··· Data section
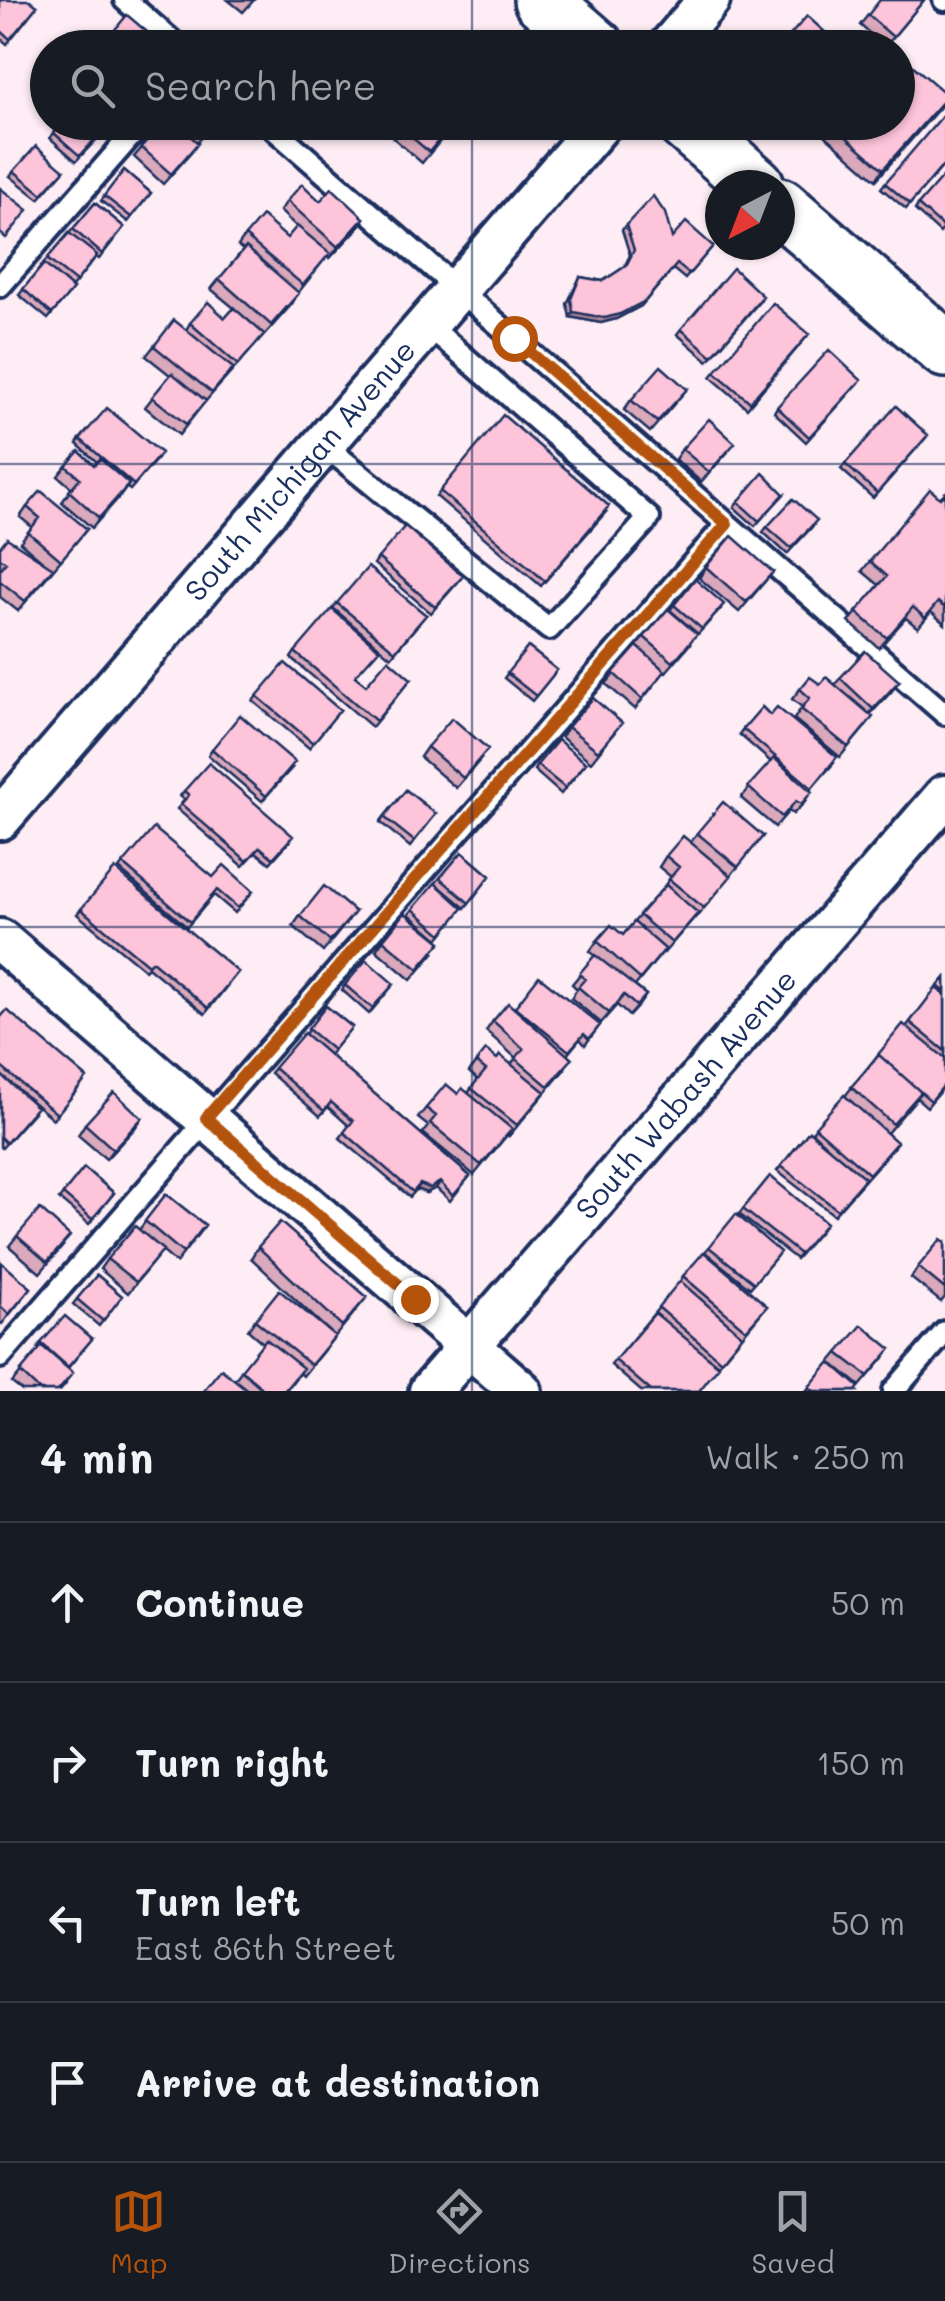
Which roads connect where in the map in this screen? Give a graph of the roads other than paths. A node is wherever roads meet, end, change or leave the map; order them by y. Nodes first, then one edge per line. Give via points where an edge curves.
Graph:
1 (125, 0) edge
2 (542, 0) edge
3 (710, 0) edge
4 (159, 30) edge
5 (576, 30) edge
6 (684, 30) edge
7 (127, 140) edge
8 (287, 140) edge
9 (587, 140) edge
10 (705, 140) edge
11 (739, 170) edge
12 (795, 219) edge
13 (0, 286) edge
14 (458, 290) junction
15 (428, 325) junction
16 (945, 349) edge
17 (324, 445) junction
18 (727, 524) junction
19 (945, 714) edge
20 (945, 796) edge
21 (0, 819) edge
22 (0, 940) edge
23 (206, 1118) junction
24 (945, 1332) edge
25 (469, 1346) junction
26 (0, 1357) edge
27 (430, 1391) edge
28 (521, 1391) edge
29 (894, 1391) edge

1 - 4 lane
2 - 5 main road
3 - 6 street
7 - 13 lane
8 - 14 lane
9 - 14 street, South Michigan Avenue
10 - 11 main road
12 - 16 main road
14 - 15 street, South Michigan Avenue
14 - 18 lane
15 - 17 street, South Michigan Avenue
15 - 17 lane via 649,518 549,628
17 - 21 street, South Michigan Avenue
18 - 19 lane
18 - 23 lane
20 - 25 street, South Wabash Avenue
22 - 23 street
23 - 25 street
23 - 26 lane
24 - 29 lane
25 - 27 street, South Wabash Avenue
25 - 28 street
······
● Exercise description: Write out every entry exactly. Pictures do not belong in the copy.

● Response area:
Which roads connect where in the map in this screen? Give a graph of the roads other than paths. A node is wherever roads meet, end, change or leave the map; order them by y. Nodes first, then one edge per line. Give via points where an edge curves.
Graph:
1 (125, 0) edge
2 (542, 0) edge
3 (710, 0) edge
4 (159, 30) edge
5 (576, 30) edge
6 (684, 30) edge
7 (127, 140) edge
8 (287, 140) edge
9 (587, 140) edge
10 (705, 140) edge
11 (739, 170) edge
12 (795, 219) edge
13 (0, 286) edge
14 (458, 290) junction
15 (428, 325) junction
16 (945, 349) edge
17 (324, 445) junction
18 (727, 524) junction
19 (945, 714) edge
20 (945, 796) edge
21 (0, 819) edge
22 (0, 940) edge
23 (206, 1118) junction
24 (945, 1332) edge
25 (469, 1346) junction
26 (0, 1357) edge
27 (430, 1391) edge
28 (521, 1391) edge
29 (894, 1391) edge

1 - 4 lane
2 - 5 main road
3 - 6 street
7 - 13 lane
8 - 14 lane
9 - 14 street, South Michigan Avenue
10 - 11 main road
12 - 16 main road
14 - 15 street, South Michigan Avenue
14 - 18 lane
15 - 17 street, South Michigan Avenue
15 - 17 lane via 649,518 549,628
17 - 21 street, South Michigan Avenue
18 - 19 lane
18 - 23 lane
20 - 25 street, South Wabash Avenue
22 - 23 street
23 - 25 street
23 - 26 lane
24 - 29 lane
25 - 27 street, South Wabash Avenue
25 - 28 street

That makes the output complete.